What is being asked: How many lines in the data that follows contain the word "Right"? Only that number is needed.

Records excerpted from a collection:

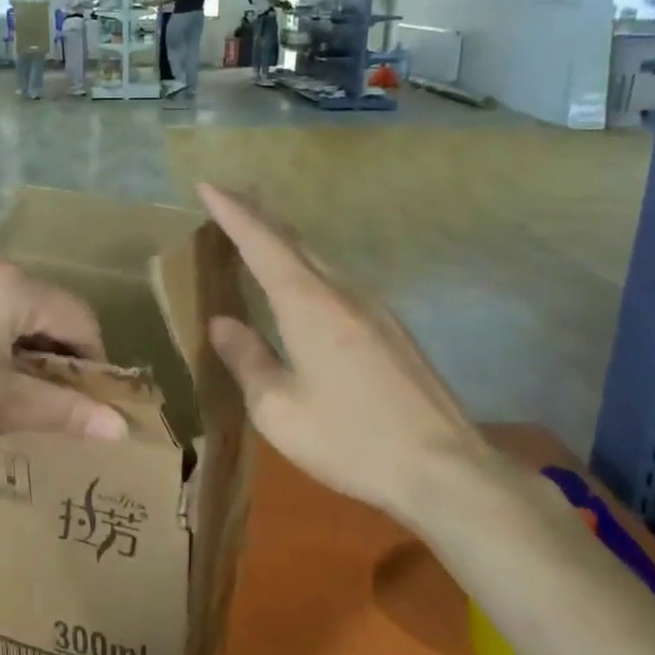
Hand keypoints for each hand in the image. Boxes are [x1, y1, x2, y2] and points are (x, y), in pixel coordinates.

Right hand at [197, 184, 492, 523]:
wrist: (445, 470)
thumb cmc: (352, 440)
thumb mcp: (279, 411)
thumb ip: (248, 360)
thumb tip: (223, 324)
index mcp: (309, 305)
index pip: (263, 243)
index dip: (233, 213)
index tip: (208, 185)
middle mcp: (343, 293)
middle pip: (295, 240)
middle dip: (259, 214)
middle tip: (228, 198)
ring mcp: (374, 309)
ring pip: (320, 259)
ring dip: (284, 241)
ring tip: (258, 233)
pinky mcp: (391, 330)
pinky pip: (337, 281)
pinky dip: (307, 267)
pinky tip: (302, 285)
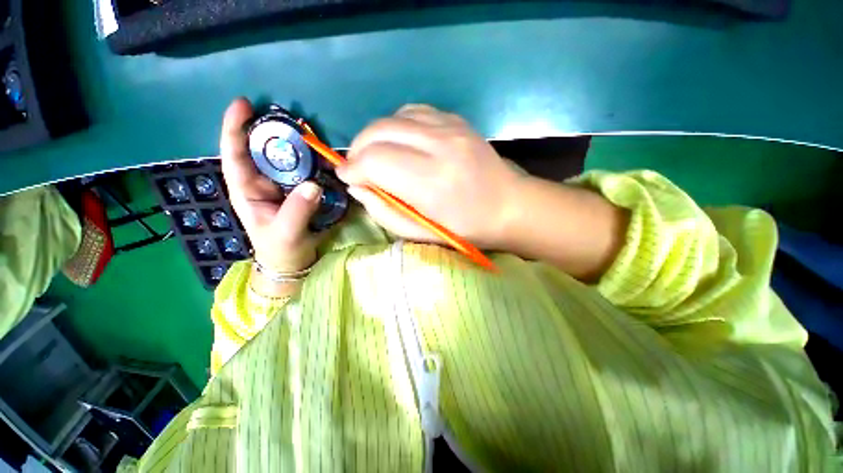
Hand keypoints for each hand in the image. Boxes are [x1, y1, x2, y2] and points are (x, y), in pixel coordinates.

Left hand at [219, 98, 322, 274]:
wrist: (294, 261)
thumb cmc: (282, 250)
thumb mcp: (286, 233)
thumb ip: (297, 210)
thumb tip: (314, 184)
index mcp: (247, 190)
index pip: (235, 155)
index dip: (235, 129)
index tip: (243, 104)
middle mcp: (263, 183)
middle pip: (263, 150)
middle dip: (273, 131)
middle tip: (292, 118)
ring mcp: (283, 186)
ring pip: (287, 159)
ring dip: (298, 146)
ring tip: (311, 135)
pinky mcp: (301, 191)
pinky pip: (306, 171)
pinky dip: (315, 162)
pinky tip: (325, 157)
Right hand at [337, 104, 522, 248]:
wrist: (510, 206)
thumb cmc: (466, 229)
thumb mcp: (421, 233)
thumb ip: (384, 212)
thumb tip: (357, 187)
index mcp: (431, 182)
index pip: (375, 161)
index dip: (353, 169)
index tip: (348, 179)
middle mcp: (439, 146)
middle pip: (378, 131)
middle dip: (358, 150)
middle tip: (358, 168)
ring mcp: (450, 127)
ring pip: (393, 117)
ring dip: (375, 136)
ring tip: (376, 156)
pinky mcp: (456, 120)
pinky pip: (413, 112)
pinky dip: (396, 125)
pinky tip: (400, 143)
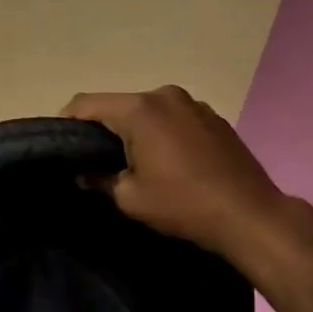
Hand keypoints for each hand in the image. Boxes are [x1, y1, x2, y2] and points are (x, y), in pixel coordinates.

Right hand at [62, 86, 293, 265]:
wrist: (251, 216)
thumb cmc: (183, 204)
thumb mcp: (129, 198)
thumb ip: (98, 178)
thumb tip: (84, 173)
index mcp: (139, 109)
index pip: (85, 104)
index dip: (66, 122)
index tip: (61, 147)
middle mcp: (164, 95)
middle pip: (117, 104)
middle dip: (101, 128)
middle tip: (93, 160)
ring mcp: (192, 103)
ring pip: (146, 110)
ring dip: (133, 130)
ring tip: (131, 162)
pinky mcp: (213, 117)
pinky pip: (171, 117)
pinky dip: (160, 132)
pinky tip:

Completed task: 3